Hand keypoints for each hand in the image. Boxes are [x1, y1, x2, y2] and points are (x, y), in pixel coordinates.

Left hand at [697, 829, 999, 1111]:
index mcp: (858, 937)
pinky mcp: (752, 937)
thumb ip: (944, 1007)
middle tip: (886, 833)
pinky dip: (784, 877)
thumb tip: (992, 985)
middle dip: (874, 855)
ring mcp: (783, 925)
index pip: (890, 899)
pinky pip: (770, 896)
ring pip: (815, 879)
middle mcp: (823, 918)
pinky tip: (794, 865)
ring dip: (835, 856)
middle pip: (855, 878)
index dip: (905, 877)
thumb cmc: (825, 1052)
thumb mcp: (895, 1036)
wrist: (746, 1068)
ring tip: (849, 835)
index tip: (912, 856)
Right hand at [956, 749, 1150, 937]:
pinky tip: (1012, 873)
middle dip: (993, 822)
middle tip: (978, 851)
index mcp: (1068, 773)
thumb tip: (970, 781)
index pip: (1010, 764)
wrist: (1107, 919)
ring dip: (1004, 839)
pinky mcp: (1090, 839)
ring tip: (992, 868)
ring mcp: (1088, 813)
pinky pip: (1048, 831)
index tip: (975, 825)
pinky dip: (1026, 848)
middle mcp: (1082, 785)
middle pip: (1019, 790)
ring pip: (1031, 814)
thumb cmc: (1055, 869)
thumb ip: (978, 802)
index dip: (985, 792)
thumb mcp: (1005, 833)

* * *

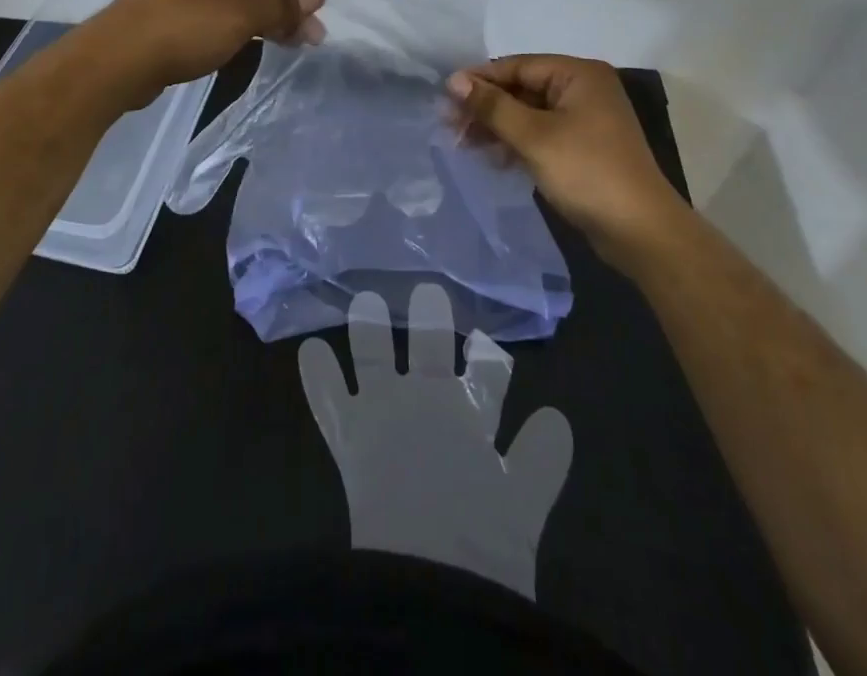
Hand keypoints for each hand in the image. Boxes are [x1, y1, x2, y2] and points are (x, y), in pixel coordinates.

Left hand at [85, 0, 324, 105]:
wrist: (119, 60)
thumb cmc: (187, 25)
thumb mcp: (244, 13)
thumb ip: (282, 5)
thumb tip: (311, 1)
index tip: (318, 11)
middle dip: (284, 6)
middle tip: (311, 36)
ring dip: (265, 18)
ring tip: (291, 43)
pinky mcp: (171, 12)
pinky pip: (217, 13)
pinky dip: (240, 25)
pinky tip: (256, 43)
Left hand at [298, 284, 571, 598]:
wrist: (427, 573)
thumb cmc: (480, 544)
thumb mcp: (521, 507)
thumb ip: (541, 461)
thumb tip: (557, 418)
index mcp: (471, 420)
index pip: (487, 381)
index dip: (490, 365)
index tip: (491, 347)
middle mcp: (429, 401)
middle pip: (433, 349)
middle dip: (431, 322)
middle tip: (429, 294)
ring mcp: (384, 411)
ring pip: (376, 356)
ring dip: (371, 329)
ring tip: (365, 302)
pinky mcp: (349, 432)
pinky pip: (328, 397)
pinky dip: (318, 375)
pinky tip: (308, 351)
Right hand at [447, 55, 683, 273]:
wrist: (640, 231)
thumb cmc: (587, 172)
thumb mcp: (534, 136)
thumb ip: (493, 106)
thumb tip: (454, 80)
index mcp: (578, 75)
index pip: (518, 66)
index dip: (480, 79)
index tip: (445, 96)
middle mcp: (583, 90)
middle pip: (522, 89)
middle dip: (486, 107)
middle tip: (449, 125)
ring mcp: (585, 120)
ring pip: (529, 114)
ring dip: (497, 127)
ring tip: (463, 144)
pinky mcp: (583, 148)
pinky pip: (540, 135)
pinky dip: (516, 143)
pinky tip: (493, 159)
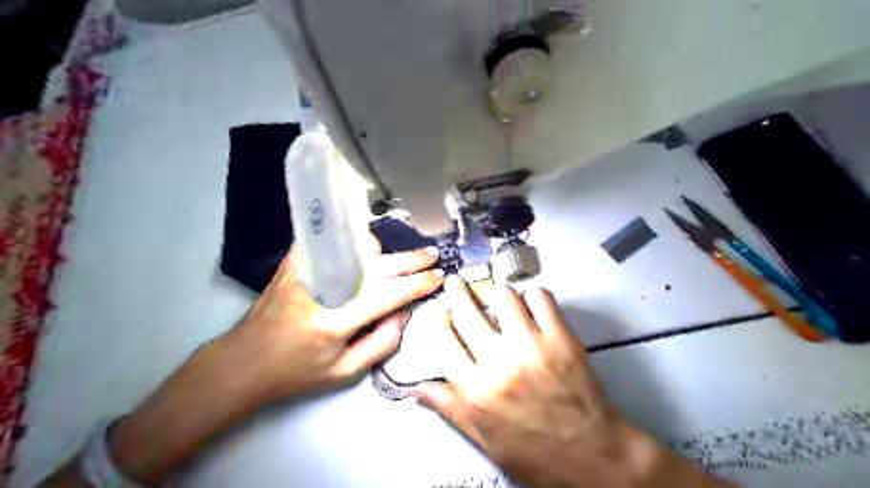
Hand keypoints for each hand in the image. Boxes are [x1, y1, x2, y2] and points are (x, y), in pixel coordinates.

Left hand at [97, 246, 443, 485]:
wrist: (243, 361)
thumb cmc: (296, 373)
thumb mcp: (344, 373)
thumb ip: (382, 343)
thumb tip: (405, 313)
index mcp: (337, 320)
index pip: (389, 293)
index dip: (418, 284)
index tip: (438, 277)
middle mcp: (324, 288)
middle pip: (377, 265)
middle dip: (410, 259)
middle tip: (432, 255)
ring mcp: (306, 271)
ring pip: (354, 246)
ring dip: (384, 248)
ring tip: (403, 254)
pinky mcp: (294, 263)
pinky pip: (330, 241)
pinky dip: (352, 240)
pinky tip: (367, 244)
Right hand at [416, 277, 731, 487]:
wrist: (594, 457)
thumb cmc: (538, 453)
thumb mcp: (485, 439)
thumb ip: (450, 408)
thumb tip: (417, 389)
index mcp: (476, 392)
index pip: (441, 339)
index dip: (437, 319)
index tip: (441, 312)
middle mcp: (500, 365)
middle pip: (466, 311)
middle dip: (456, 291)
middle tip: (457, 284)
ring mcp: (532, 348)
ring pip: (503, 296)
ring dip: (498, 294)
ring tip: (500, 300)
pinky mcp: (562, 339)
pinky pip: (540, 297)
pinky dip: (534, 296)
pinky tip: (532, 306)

▶ [WHAT TO DO]
Return all lines of the data in which the string "Right" appears.

▶ [ANSWER TO THIS EXERCISE]
Right hand at [956, 749, 1150, 937]:
Right hand at [447, 55, 683, 273]:
Right hand at [416, 277, 731, 487]:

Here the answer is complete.